Ive been having a few conversations on msn about it, so I figured I would drop some sections from my conversations. All things that I have said. This will be a little confusing to read, but...yeah, here goes.
(Italics' are responses from different friends to what I said)
i feel like i lost my imagination
i have no stories to tell anymore
i remember when i was young
i could sit on the floor with my fingers, or a toy car, come up with this amazing story in my head and just play for hours and hours alone
having so much fun
because there was a whole world that i could see
but now, its like nothing...i sit here and get no fun ideas...
maybe i need toys again to stimulate my imagination?
maybe trying to write a book?
what the hell!!
Seage, it's because you have grown up. Everyone grows up and loses their stories.
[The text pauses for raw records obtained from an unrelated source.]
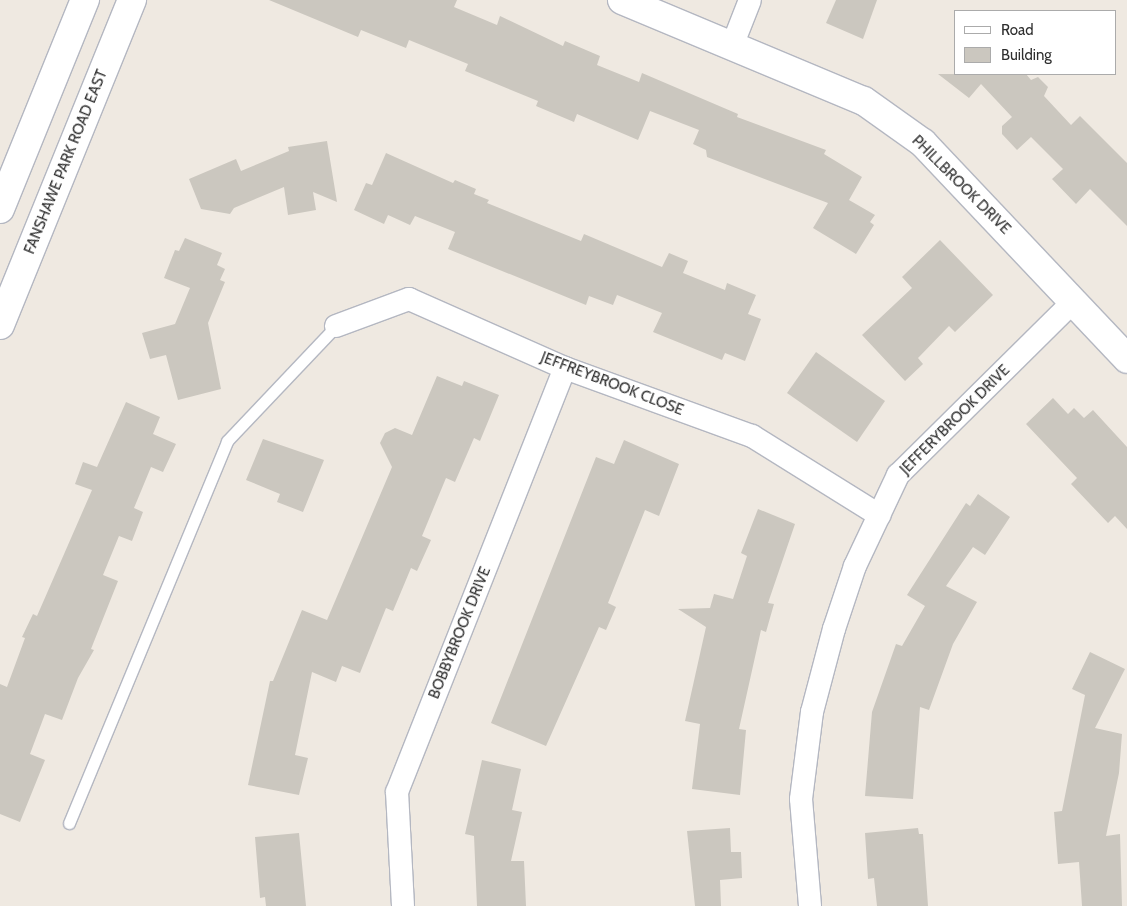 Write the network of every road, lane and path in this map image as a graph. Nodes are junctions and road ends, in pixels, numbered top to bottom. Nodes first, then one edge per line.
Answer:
1 (85, 0) edge
2 (132, 0) edge
3 (622, 0) edge
4 (750, 0) edge
5 (732, 46) junction
6 (0, 209) edge
7 (1073, 302) junction
8 (0, 325) edge
9 (336, 326) joint
10 (1127, 359) edge
11 (565, 368) junction
12 (879, 515) junction
13 (69, 823) dead end
14 (403, 906) edge
15 (810, 906) edge

1 - 6 street
2 - 8 street, FANSHAWE PARK ROAD EAST
3 - 5 street, PHILLBROOK DRIVE
4 - 5 street
5 - 7 street, PHILLBROOK DRIVE
7 - 10 street, PHILLBROOK DRIVE
7 - 12 street, JEFFERYBROOK DRIVE
9 - 11 street, JEFFREYBROOK CLOSE
9 - 13 lane
11 - 12 street, JEFFREYBROOK CLOSE
11 - 14 street, BOBBYBROOK DRIVE
12 - 15 street, JEFFERYBROOK DRIVE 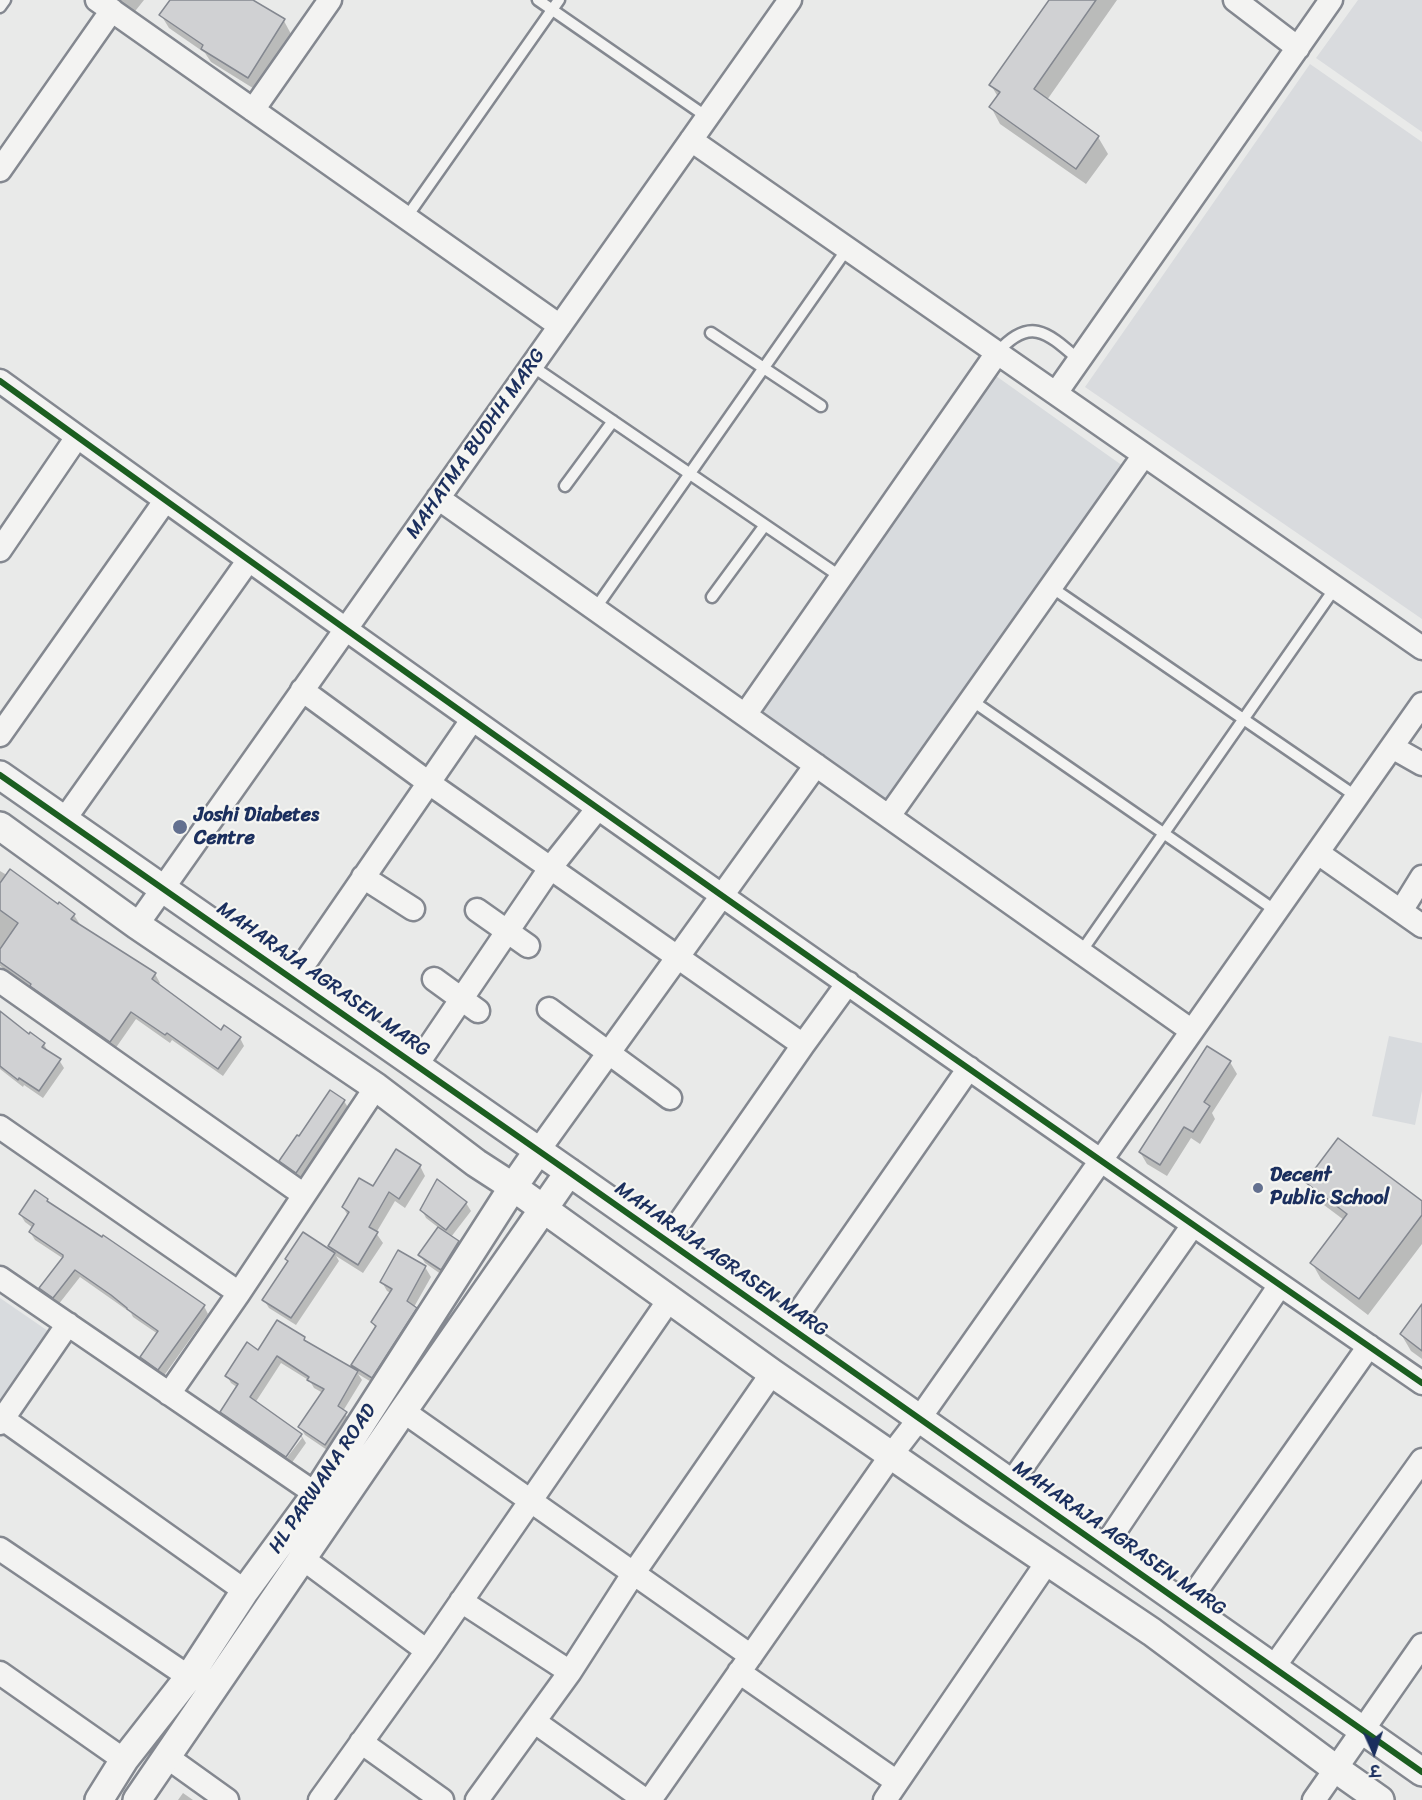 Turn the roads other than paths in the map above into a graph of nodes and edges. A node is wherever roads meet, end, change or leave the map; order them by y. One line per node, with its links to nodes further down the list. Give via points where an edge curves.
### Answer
1 (5, 0): 9 (lane)
2 (330, 0): 11 (street)
3 (538, 0): 8 (lane)
4 (790, 0): 12 (street, MAHATMA BUDHH MARG)
5 (1235, 0): 10 (street)
6 (1331, 0): 10 (street)
7 (104, 5): 11 (street); 14 (street)
8 (555, 5): 12 (lane); 15 (lane)
9 (0, 7)
10 (1298, 48): 20 (street)
11 (253, 110): 15 (street)
12 (707, 117): 13 (street, MAHATMA BUDHH MARG)
13 (691, 140): 16 (street); 17 (street, MAHATMA BUDHH MARG)
14 (0, 170)
15 (406, 218): 17 (street)
16 (847, 249): 19 (street); 22 (lane)
17 (560, 326): 21 (street, MAHATMA BUDHH MARG)
18 (711, 333): 22 (lane)
19 (997, 353): 20 (lane, via 1016,335 1035,331 1056,340); 24 (street); 36 (street)
20 (1079, 360): 24 (street)
21 (532, 366): 26 (lane); 31 (street, MAHATMA BUDHH MARG)
22 (764, 368): 25 (lane); 29 (lane)
23 (0, 381): 27 (street)
24 (1056, 393): 28 (street)
25 (821, 406)
26 (613, 422): 29 (lane); 30 (lane)
27 (77, 437): 32 (street); 34 (street)
28 (1144, 455): 37 (street); 38 (street)
29 (690, 474): 33 (lane); 40 (lane)
30 (565, 486)
31 (438, 498): 40 (street); 41 (street, MAHATMA BUDHH MARG)
32 (165, 501): 35 (street); 49 (street)
33 (765, 525): 36 (lane); 39 (lane)
34 (0, 550)
35 (248, 561): 41 (street); 58 (street)
36 (841, 577): 46 (street)
37 (1051, 587): 44 (street); 47 (lane)
38 (1335, 588): 42 (street); 47 (lane)
39 (712, 597)
40 (595, 609): 46 (street)
41 (345, 630): 43 (street, MAHATMA BUDHH MARG); 48 (street)
42 (1422, 648)
43 (302, 690): 54 (street); 65 (street, MAHATMA BUDHH MARG)
44 (971, 700): 57 (street); 60 (lane)
45 (1422, 704): 50 (street)
46 (745, 715): 52 (street)
47 (1243, 719): 55 (lane); 60 (lane)
48 (472, 720): 54 (street); 56 (street)
49 (0, 735)
50 (1392, 747): 51 (street); 55 (street)
51 (1422, 764)
52 (816, 765): 57 (street); 66 (street)
53 (0, 775): 58 (street, MAHARAJA AGRASEN MARG)
54 (429, 783): 62 (street); 63 (street)
55 (1357, 797): 61 (street)
56 (597, 808): 62 (street); 66 (street)
57 (889, 816): 75 (street)
58 (64, 820): 65 (street, MAHARAJA AGRASEN MARG)
59 (0, 826): 71 (street)
60 (1163, 833): 69 (lane); 75 (lane)
61 (1318, 853): 69 (street); 70 (street)
62 (551, 867): 73 (street); 76 (street)
63 (363, 877): 67 (street); 78 (street)
64 (1422, 877): 70 (street)
65 (162, 888): 71 (street, MAHATMA BUDHH MARG); 78 (street, MAHARAJA AGRASEN MARG)
66 (723, 895): 76 (street); 80 (street)
67 (413, 909)
68 (477, 910): 73 (street)
69 (1276, 911): 83 (street)
70 (1401, 911): 72 (street)
71 (137, 925): 88 (street)
72 (1422, 926)
73 (507, 931): 74 (street); 81 (street)
74 (528, 946)
75 (1080, 952): 83 (street)
76 (678, 956): 84 (street); 85 (street)
77 (434, 979): 81 (street)
78 (293, 980): 86 (street, MAHARAJA AGRASEN MARG)
79 (0, 981): 95 (street)
80 (848, 983): 84 (street); 87 (street)
81 (470, 1005): 86 (street)
82 (549, 1009): 85 (street)
83 (1192, 1030): 92 (street)
84 (803, 1045): 98 (street)
85 (609, 1053): 89 (street); 91 (street)
86 (416, 1065): 91 (street, MAHARAJA AGRASEN MARG)
87 (969, 1068): 92 (street); 104 (street)
88 (376, 1087): 94 (street); 95 (street)
89 (670, 1098)
90 (0, 1127): 101 (street)
91 (538, 1151): 93 (street, MAHARAJA AGRASEN MARG); 94 (street, HL PARWANA ROAD)
92 (1101, 1161): 97 (street); 110 (street)
93 (569, 1172): 96 (street, HL PARWANA ROAD); 98 (street, MAHARAJA AGRASEN MARG)
94 (513, 1187): 96 (street); 115 (street, HL PARWANA ROAD)
95 (304, 1195): 101 (street)
96 (543, 1209): 102 (street); 109 (street, HL PARWANA ROAD)
97 (1194, 1225): 100 (street); 114 (street)
98 (666, 1242): 104 (street, MAHARAJA AGRASEN MARG)
99 (0, 1278): 103 (street)
100 (1280, 1285): 105 (street); 118 (street)
101 (239, 1293): 108 (street)
102 (669, 1300): 106 (street); 116 (street)
103 (68, 1324): 108 (street); 111 (street)
104 (789, 1327): 110 (street, MAHARAJA AGRASEN MARG)
105 (1369, 1346): 107 (street); 124 (street)
106 (772, 1373): 112 (street); 121 (street)
107 (1422, 1383)
108 (169, 1394): 115 (street)
109 (403, 1411): 116 (street); 119 (street, HL PARWANA ROAD)
110 (919, 1419): 112 (street); 114 (street, MAHARAJA AGRASEN MARG)
111 (1, 1421): 122 (street)
112 (892, 1454): 120 (street); 127 (street)
113 (1422, 1460): 128 (street)
114 (1011, 1483): 118 (street, MAHARAJA AGRASEN MARG)
115 (316, 1494): 122 (street, HL PARWANA ROAD)
116 (529, 1501): 121 (street); 123 (street)
117 (0, 1549): 131 (street)
118 (1103, 1549): 124 (street, MAHARAJA AGRASEN MARG)
119 (302, 1558): 126 (street); 135 (street, HL PARWANA ROAD)
120 (1048, 1561): 137 (street, via 1152,1632); 139 (street)
121 (633, 1574): 127 (street); 129 (street)
122 (245, 1591): 131 (street, HL PARWANA ROAD)
123 (461, 1601): 126 (street); 129 (street)
124 (1185, 1607): 128 (street, MAHARAJA AGRASEN MARG)
125 (1422, 1645): 133 (street)
126 (427, 1651): 134 (street)
127 (745, 1664): 139 (street); 147 (street)
128 (1273, 1668): 133 (street, MAHARAJA AGRASEN MARG)
129 (570, 1671): 132 (street)
130 (0, 1673): 136 (street)
131 (189, 1677): 136 (street, HL PARWANA ROAD)
132 (535, 1722): 145 (street); 146 (street)
133 (1362, 1731): 137 (street); 138 (street, MAHARAJA AGRASEN MARG)
134 (361, 1742): 143 (street); 144 (street)
135 (167, 1757): 141 (street, HL PARWANA ROAD); 142 (street)
136 (124, 1760): 140 (street, HL PARWANA ROAD)
137 (1336, 1769): 148 (street); 149 (street)
138 (1422, 1772)
139 (891, 1791)
140 (99, 1800)
141 (137, 1800)
142 (227, 1800)
143 (320, 1800)
144 (442, 1800)
145 (477, 1800)
146 (645, 1800)
147 (650, 1800)
148 (1314, 1800)
149 (1380, 1800)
the greatest artists keep their stories
I think society tells us to forget about imagination, to let other things do it for us, like tv, or games or whatever. They sell imagination to us, in a way
its not really nurtured
when you are little, your parents enjoy your stories
and urge you to make more
as you get older, people dont want to hear it anymore
they think its not a real skill
because there are more important things like maths and sciences
i think, while focusing on the academic side, we lose our creative side...
because we have grown up. We need to make money so we don't make the time to use our imagination
thats probably why people are so miserable
and why creative people are happier
look at the world of harry potter for instance
JK Rowling created that
all in her head
now shes one of the richest people in the world
she used creativity to make that money
But not everyone can do that. Even if he/she is also creative
the fact that she did it shows that it IS POSSIBLE
not everyone can ride a bike
not everyone can swim
but some people, can, right?
As impossible as it feels right now, I think there is a way to get it back, but i'm so lost as to how to do it. In my work, I want to tell a story, Im tired of creating empty shells. Doing art based on nothing or extremely shallow feelings. I noticed that some of the greats arent there because of their fantastic rendering (although that helps) but its because of their interesting story telling. They create something new and tie in meaning. They truely paint with their heart. They convey emotion and express themselves. Why am I not like this?
I need some advice...maybe someone out there has gone through this and overcome it, or maybe some of you are going through the same thing. I love to hear from you all. Maybe figure this whole thing out.
Thanks for reading.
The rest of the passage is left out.